**Your goal**: Copy out all lines from the entries below in which "that" occurs.

**Study material**:
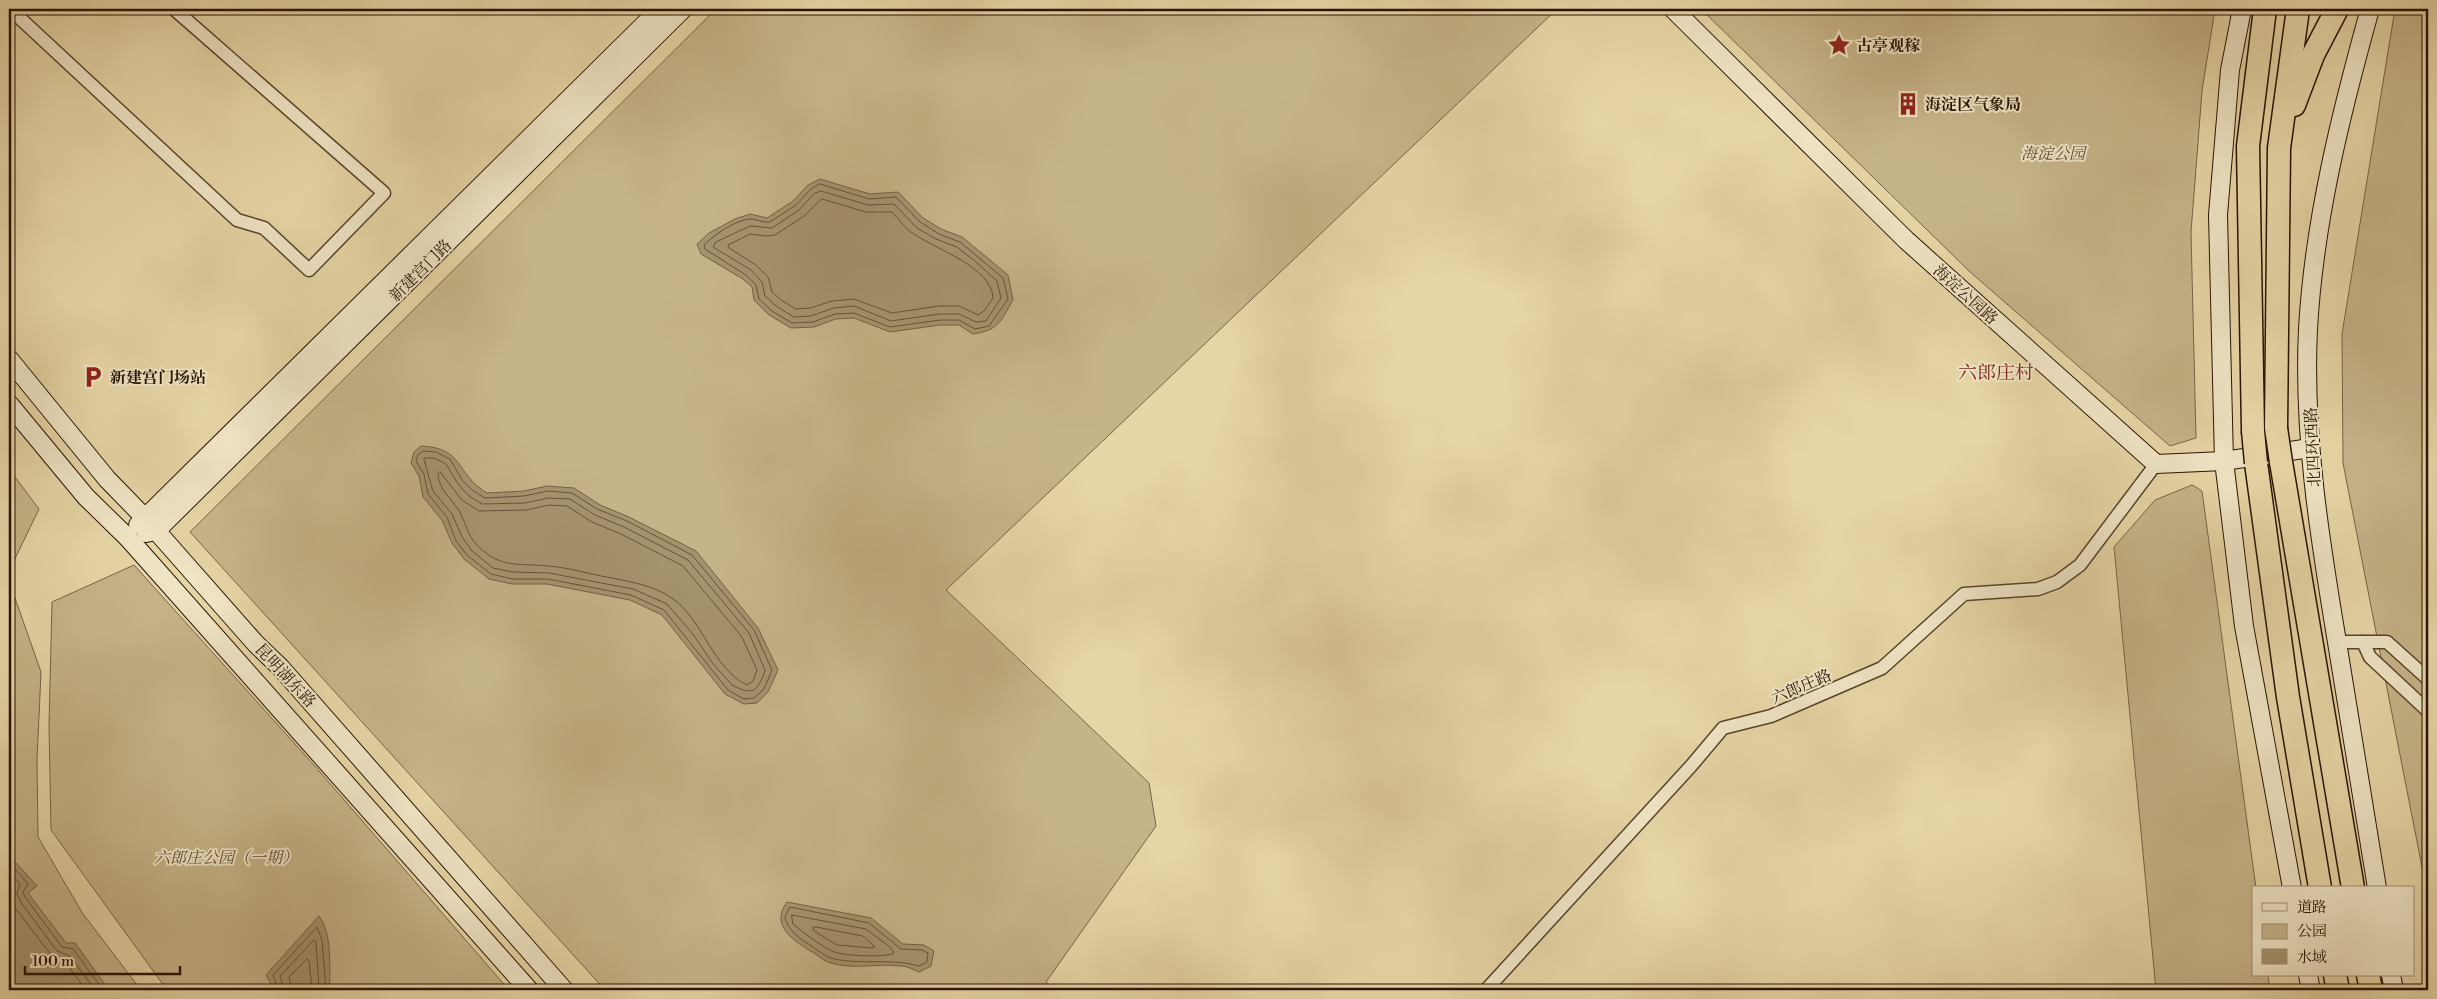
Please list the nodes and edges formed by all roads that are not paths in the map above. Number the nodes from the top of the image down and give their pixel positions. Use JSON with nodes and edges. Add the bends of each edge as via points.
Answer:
---
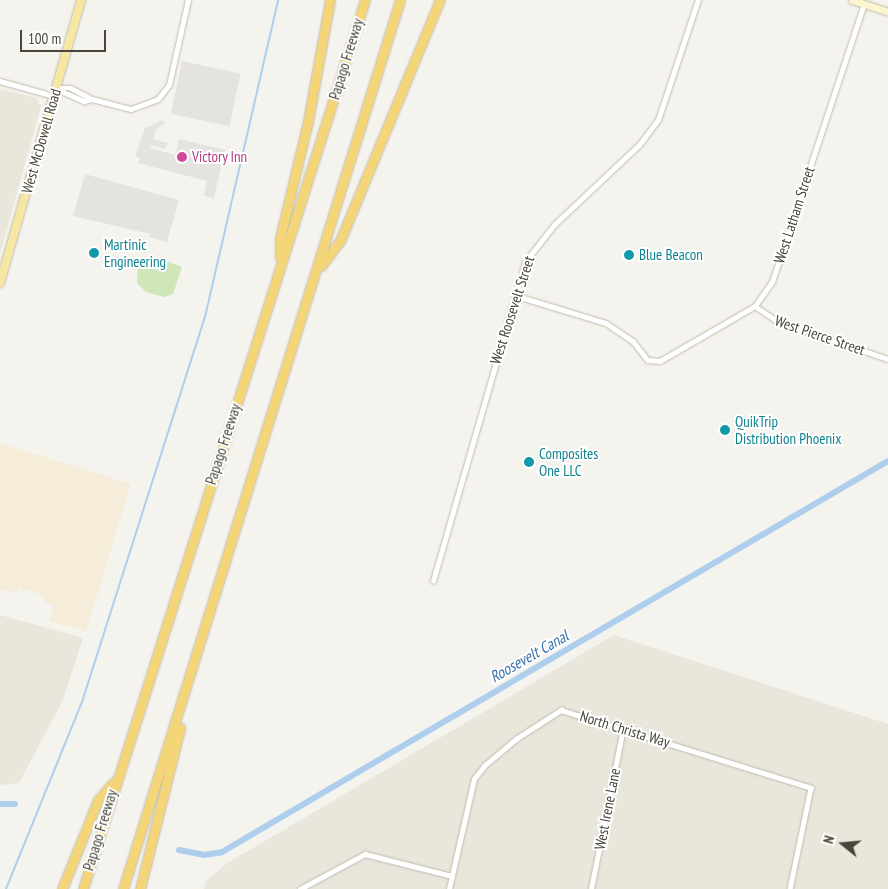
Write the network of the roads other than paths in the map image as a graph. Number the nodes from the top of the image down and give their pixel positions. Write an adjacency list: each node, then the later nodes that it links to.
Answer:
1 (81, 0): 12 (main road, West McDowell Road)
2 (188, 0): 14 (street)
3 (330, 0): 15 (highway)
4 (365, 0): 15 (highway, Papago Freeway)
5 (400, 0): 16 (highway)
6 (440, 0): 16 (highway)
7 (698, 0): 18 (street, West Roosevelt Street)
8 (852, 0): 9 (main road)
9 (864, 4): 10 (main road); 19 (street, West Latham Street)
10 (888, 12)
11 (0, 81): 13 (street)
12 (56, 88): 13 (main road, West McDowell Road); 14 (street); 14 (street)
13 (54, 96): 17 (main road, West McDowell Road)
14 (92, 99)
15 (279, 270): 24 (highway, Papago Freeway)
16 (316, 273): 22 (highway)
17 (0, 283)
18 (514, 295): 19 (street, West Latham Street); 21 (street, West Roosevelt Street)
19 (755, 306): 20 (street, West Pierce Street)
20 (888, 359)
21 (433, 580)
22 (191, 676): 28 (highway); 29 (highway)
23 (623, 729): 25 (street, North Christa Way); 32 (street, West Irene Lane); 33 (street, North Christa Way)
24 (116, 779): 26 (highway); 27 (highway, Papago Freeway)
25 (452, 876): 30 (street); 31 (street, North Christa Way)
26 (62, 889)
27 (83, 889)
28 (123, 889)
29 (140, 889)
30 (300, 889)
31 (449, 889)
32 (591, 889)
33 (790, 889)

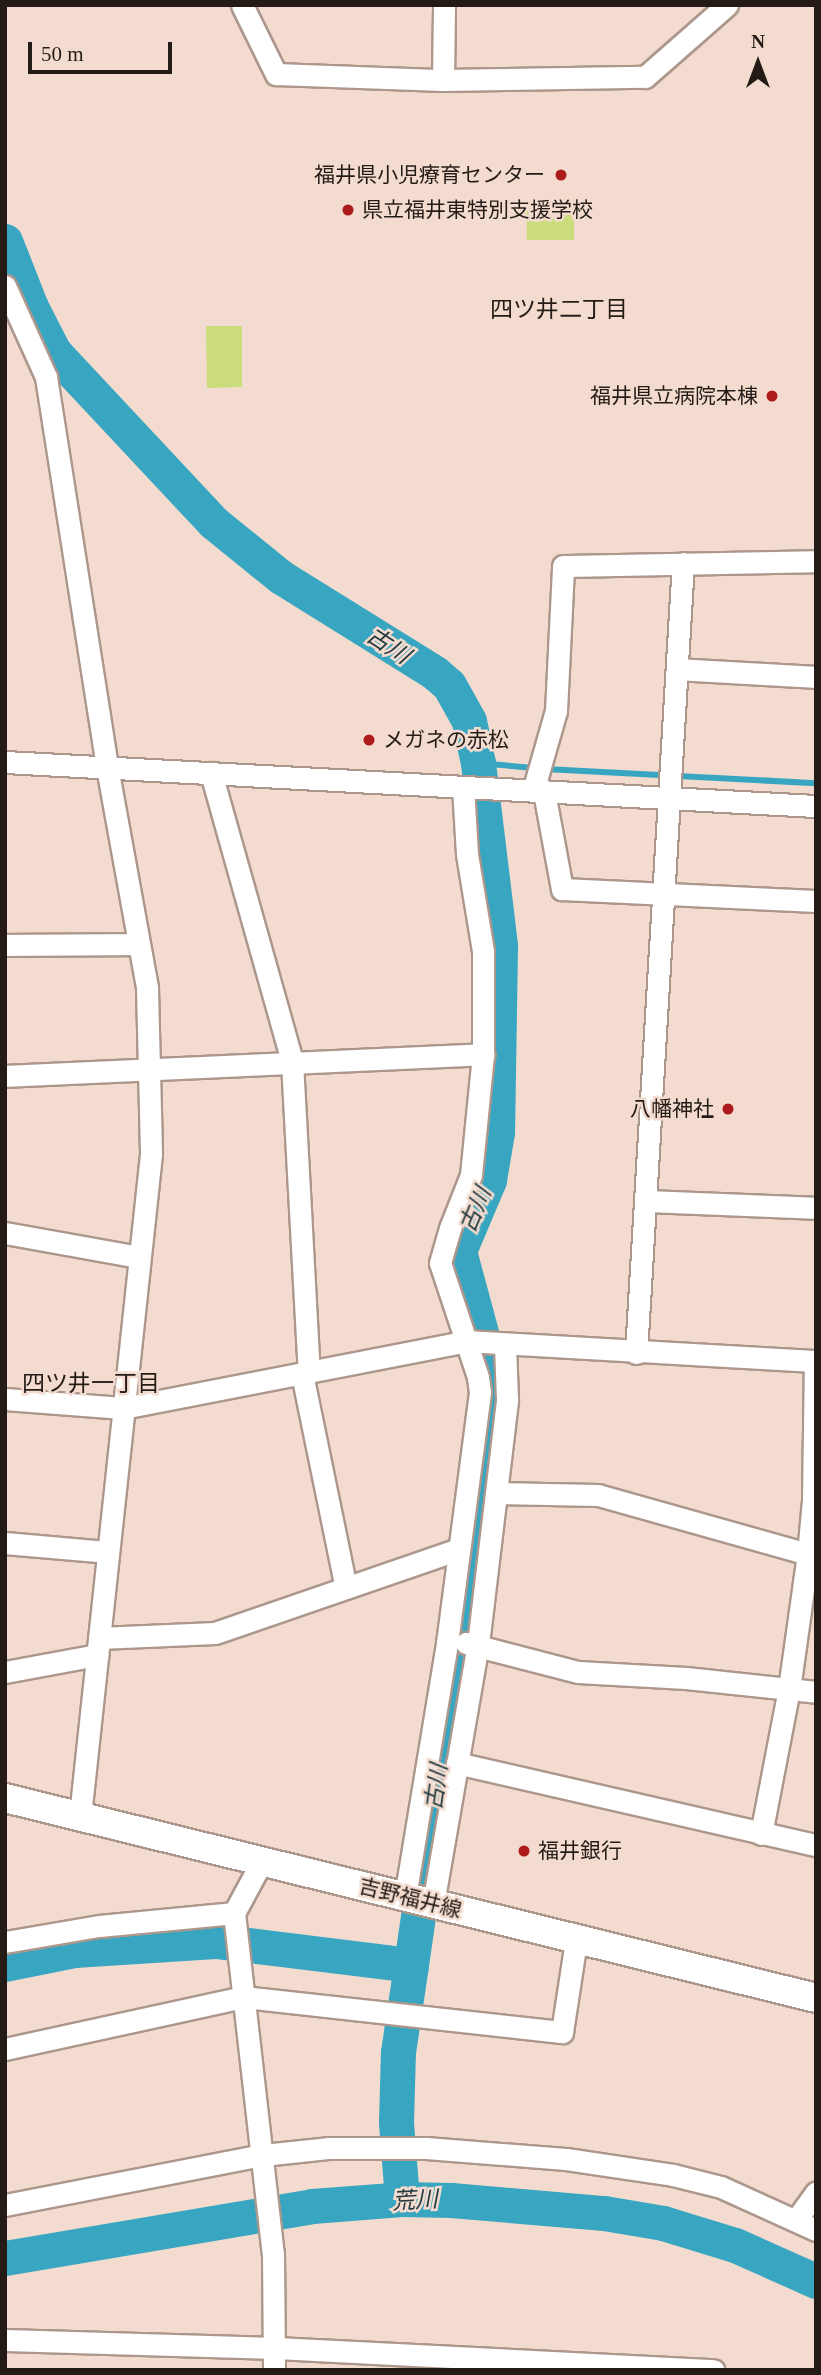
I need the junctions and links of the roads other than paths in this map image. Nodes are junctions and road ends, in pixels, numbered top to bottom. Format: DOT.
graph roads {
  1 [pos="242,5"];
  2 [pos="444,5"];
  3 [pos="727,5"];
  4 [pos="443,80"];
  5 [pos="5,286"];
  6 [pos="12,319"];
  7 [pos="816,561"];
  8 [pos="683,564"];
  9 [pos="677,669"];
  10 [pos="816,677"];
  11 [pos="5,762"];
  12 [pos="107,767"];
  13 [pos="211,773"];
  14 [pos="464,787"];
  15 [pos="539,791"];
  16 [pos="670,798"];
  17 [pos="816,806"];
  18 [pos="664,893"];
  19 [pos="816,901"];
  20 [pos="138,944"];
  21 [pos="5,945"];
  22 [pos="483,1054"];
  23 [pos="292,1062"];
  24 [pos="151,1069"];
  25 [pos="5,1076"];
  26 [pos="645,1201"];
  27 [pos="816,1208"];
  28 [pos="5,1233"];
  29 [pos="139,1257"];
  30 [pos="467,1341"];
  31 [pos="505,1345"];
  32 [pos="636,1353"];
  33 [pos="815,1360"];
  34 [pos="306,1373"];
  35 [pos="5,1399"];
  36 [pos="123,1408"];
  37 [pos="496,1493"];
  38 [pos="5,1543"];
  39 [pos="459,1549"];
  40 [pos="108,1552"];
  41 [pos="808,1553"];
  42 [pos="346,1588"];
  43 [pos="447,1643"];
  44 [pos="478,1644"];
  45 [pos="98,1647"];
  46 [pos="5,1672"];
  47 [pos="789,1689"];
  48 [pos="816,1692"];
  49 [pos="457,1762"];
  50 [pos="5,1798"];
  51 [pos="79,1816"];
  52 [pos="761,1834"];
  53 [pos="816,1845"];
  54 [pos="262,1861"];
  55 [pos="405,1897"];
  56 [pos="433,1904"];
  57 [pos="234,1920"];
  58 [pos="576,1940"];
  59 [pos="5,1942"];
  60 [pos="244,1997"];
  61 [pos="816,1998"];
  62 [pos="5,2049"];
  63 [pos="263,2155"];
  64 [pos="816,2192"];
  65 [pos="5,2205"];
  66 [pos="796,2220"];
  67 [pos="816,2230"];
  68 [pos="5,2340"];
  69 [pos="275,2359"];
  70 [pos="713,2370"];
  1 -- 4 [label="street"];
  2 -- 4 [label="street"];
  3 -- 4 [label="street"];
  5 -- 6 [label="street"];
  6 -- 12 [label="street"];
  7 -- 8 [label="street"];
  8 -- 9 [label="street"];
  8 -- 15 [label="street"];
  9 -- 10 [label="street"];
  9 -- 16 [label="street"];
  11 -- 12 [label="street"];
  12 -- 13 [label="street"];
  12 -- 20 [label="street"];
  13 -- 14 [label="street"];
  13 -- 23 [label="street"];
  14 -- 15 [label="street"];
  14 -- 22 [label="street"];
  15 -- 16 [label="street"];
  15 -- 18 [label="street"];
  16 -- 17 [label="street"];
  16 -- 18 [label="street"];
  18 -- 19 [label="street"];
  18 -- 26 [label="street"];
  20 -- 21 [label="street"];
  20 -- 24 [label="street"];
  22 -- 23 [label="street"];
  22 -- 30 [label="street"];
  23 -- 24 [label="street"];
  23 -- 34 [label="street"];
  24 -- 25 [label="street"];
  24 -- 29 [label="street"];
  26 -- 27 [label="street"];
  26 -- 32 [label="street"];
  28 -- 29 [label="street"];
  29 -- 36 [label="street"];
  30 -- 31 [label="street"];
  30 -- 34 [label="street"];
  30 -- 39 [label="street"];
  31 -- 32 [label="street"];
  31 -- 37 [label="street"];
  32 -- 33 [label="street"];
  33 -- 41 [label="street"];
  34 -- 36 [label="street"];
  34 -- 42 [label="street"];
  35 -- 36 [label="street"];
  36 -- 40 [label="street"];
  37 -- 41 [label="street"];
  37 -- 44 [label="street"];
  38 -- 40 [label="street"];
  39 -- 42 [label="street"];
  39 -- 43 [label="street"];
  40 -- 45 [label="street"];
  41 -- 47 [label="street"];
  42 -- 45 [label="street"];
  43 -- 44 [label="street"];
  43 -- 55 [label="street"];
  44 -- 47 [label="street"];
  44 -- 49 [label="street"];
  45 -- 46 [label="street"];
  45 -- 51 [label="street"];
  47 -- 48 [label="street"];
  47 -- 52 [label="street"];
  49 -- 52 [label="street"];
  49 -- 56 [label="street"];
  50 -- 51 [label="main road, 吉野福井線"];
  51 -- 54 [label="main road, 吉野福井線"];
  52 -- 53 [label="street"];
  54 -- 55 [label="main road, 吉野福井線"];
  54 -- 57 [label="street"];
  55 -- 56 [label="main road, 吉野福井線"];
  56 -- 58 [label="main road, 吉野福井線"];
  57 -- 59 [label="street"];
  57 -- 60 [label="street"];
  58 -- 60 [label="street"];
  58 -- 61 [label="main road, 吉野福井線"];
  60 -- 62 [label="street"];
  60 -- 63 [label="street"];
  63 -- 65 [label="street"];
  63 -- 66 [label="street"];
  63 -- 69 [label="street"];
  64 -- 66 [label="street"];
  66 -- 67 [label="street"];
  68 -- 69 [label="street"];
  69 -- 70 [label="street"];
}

**Solution for this exercise**:
Please list the nodes and edges formed by all roads that are not paths in the map above. Number the nodes from the top of the image down and give their pixel positions. Use JSON with nodes and edges. Add the bends of each edge as via points.
Write the network of the roads other than paths in the map image as a graph. Number the nodes from the top of the image down and give their pixel positions. Write an adjacency list: each node, then the later nodes that it links to.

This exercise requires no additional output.